Reprint every line of the data, keeping each character intact.

Stored items
◆ ◆ ◆ ◆ ◆
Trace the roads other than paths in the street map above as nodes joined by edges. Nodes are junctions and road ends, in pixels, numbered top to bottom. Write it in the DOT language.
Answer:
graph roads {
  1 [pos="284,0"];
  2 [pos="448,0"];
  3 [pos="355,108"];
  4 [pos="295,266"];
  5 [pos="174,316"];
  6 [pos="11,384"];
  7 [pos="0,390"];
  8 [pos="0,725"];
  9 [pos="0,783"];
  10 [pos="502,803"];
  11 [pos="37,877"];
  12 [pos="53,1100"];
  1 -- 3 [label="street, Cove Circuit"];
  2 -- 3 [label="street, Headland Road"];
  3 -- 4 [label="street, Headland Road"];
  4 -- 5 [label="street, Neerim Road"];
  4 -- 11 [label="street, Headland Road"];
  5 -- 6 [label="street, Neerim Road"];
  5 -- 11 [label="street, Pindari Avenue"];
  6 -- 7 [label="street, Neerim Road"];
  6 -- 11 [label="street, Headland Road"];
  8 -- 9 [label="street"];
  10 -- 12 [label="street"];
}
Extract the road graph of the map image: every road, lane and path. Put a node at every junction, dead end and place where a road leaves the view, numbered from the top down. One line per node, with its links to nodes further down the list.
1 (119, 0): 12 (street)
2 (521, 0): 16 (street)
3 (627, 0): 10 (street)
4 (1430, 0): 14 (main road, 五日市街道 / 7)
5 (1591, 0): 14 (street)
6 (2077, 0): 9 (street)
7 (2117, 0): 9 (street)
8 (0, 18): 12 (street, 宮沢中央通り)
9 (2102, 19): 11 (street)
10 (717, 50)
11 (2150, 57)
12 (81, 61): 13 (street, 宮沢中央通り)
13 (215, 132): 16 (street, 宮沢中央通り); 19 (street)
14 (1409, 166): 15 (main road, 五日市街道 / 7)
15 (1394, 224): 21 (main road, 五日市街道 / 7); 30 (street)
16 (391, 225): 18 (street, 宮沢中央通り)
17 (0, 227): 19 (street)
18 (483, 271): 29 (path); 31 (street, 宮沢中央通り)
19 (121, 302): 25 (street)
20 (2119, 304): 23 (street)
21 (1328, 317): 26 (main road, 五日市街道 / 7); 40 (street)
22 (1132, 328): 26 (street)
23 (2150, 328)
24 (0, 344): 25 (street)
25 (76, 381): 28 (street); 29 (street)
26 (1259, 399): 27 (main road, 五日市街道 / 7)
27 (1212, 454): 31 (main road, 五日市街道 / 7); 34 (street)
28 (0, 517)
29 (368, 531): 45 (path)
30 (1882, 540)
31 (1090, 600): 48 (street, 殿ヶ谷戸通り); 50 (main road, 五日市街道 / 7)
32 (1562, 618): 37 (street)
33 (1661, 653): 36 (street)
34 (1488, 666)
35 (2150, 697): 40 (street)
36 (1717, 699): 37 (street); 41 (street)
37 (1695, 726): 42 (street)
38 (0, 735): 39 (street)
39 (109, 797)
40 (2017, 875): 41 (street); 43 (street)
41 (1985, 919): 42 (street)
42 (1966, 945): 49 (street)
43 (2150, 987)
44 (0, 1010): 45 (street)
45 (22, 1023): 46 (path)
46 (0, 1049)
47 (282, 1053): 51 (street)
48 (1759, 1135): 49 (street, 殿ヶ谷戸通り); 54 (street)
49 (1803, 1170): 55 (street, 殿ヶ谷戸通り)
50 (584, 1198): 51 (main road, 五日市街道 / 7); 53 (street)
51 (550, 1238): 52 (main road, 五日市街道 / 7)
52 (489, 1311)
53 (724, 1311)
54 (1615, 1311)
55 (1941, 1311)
◆ ◆ ◆ ◆ ◆
Reply
Trace the roads other than paths in the street map above as nodes joined by edges. Nodes are junctions and road ends, in pixels, numbered top to bottom. Write it in the DOT language.
Answer:
graph roads {
  1 [pos="284,0"];
  2 [pos="448,0"];
  3 [pos="355,108"];
  4 [pos="295,266"];
  5 [pos="174,316"];
  6 [pos="11,384"];
  7 [pos="0,390"];
  8 [pos="0,725"];
  9 [pos="0,783"];
  10 [pos="502,803"];
  11 [pos="37,877"];
  12 [pos="53,1100"];
  1 -- 3 [label="street, Cove Circuit"];
  2 -- 3 [label="street, Headland Road"];
  3 -- 4 [label="street, Headland Road"];
  4 -- 5 [label="street, Neerim Road"];
  4 -- 11 [label="street, Headland Road"];
  5 -- 6 [label="street, Neerim Road"];
  5 -- 11 [label="street, Pindari Avenue"];
  6 -- 7 [label="street, Neerim Road"];
  6 -- 11 [label="street, Headland Road"];
  8 -- 9 [label="street"];
  10 -- 12 [label="street"];
}
Extract the road graph of the map image: every road, lane and path. Put a node at every junction, dead end and place where a road leaves the view, numbered from the top down. One line per node, with its links to nodes further down the list.
1 (119, 0): 12 (street)
2 (521, 0): 16 (street)
3 (627, 0): 10 (street)
4 (1430, 0): 14 (main road, 五日市街道 / 7)
5 (1591, 0): 14 (street)
6 (2077, 0): 9 (street)
7 (2117, 0): 9 (street)
8 (0, 18): 12 (street, 宮沢中央通り)
9 (2102, 19): 11 (street)
10 (717, 50)
11 (2150, 57)
12 (81, 61): 13 (street, 宮沢中央通り)
13 (215, 132): 16 (street, 宮沢中央通り); 19 (street)
14 (1409, 166): 15 (main road, 五日市街道 / 7)
15 (1394, 224): 21 (main road, 五日市街道 / 7); 30 (street)
16 (391, 225): 18 (street, 宮沢中央通り)
17 (0, 227): 19 (street)
18 (483, 271): 29 (path); 31 (street, 宮沢中央通り)
19 (121, 302): 25 (street)
20 (2119, 304): 23 (street)
21 (1328, 317): 26 (main road, 五日市街道 / 7); 40 (street)
22 (1132, 328): 26 (street)
23 (2150, 328)
24 (0, 344): 25 (street)
25 (76, 381): 28 (street); 29 (street)
26 (1259, 399): 27 (main road, 五日市街道 / 7)
27 (1212, 454): 31 (main road, 五日市街道 / 7); 34 (street)
28 (0, 517)
29 (368, 531): 45 (path)
30 (1882, 540)
31 (1090, 600): 48 (street, 殿ヶ谷戸通り); 50 (main road, 五日市街道 / 7)
32 (1562, 618): 37 (street)
33 (1661, 653): 36 (street)
34 (1488, 666)
35 (2150, 697): 40 (street)
36 (1717, 699): 37 (street); 41 (street)
37 (1695, 726): 42 (street)
38 (0, 735): 39 (street)
39 (109, 797)
40 (2017, 875): 41 (street); 43 (street)
41 (1985, 919): 42 (street)
42 (1966, 945): 49 (street)
43 (2150, 987)
44 (0, 1010): 45 (street)
45 (22, 1023): 46 (path)
46 (0, 1049)
47 (282, 1053): 51 (street)
48 (1759, 1135): 49 (street, 殿ヶ谷戸通り); 54 (street)
49 (1803, 1170): 55 (street, 殿ヶ谷戸通り)
50 (584, 1198): 51 (main road, 五日市街道 / 7); 53 (street)
51 (550, 1238): 52 (main road, 五日市街道 / 7)
52 (489, 1311)
53 (724, 1311)
54 (1615, 1311)
55 (1941, 1311)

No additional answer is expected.